Simulator Overview


This page provides an overview of the multi-robot simulator which is available to you as part of this class. The simulator allows you to simulate a large number of independent robots, easily modify the algorithms the robots use, and measure various aspects of their performance. The robots move in a simulated world, have simulated sensors, and simulated movement. The robots' algorithms only know what that robots sensors would show (with optional noise), and can only move in a physically sensible manner. There is basic collision detection to prevent robots from moving through obstacles or other robots. The simulator is designed such that you can easily add your own sensors to the robots, change any noise parameters, experiment with new algorithms, send simulated data transmissions between robots, measure many aspects of the performance of any individual or the entire swarm, run many simulations while changing one parameter, and visualize the execution of an algorithm with a simple GUI. The simulator is written in Java.

Simulator Architecture


The simulator is organized into three packages: swarmsim, sensors, and algorithms. Everything that's not a sensor or an algorithms is in swarmsim. The diagram above shows the important classes in swarmsim and examples of the classes in sensors (all of which implement the interface Sensor) and algorithms (all of which implement the interface Algorithm.

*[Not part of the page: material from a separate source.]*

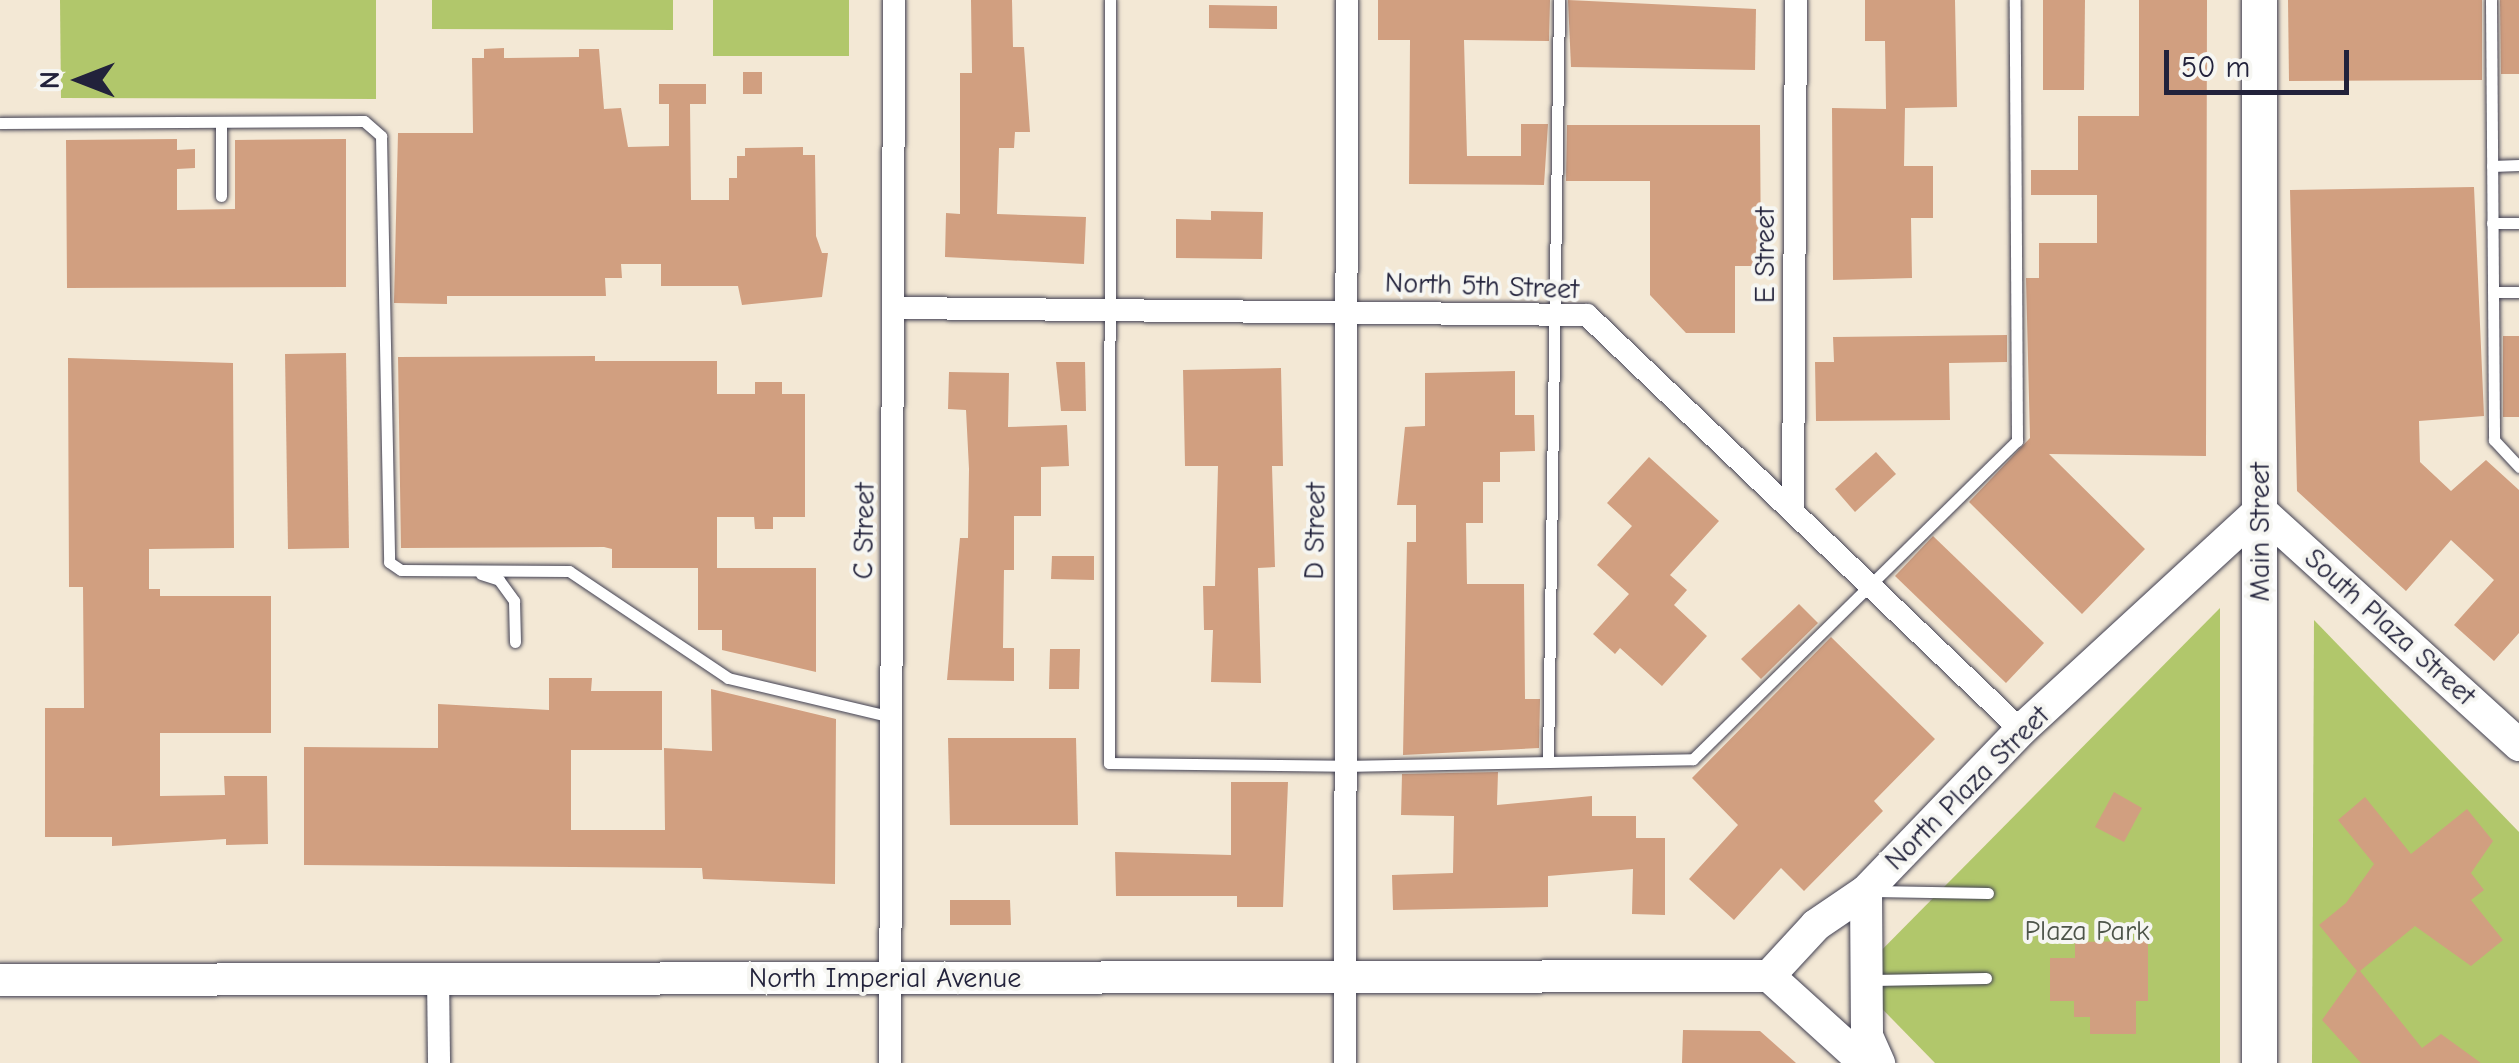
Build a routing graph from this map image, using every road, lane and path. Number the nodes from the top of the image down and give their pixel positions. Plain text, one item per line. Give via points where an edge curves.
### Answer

The basic control flow begins in the Controller where each Algorithm is called in turn. The Algorithms get information from the Sensors which calculate their reading using the WorldState. For example, if a robot had an IR proximity sensor, the sensor code would access the WorldState and knowing the position of the robot its attached to as well as the positions of all other objects, it would calculate whether or not the proximity sensor would sense something. It would then hand this information up to the Algorithm. The Algorithm implements some logic by which Actions are created. These could be move or turn actions, or pick-up-food actions, for example. Each robot's Algorithm creates zero, one, or more Actions and delivers them to Physics to be executed. Physics carries out the action to the extent it's possible, and may intentionally add noise. For example, if a robot has requested to move forward ten meters in a single time step, Physics would not allow this. There is also simple collision detection which, if enabled, will prevent a robot from taking an action which would cause it to occupy the same physical space as another object.

All aspects of the world state are contained in WorldState. This contains the positions and orientations of all robots, obstacles, food, the nest, any pheromones, as well as the amount of food in each pile and the nest. This information is stored as public static members of WorldState. This simplifies the architecture, but it also means that robots can 'cheat' - it is possible inside an Algorithm to access anything about the world state, and indeed to change it. Do not do this. If you want your robot to have some information about the world, you need to think carefully about what sensor would allow a real robot would have that information, and then write a Sensor which provides it. Similarly, the only way an Algorithm should modify the WorldState is by creating Actions. If you want your robot to do something which is not currently represented as an Action, think about whether a real robot would actually be able to do that, then make a new Action.


I have implemented several algorithms, including RandomWalk, AntForage, and Cardinality (which I discussed in class). You can use this code to get a feel for how to write algorithms in the simulator.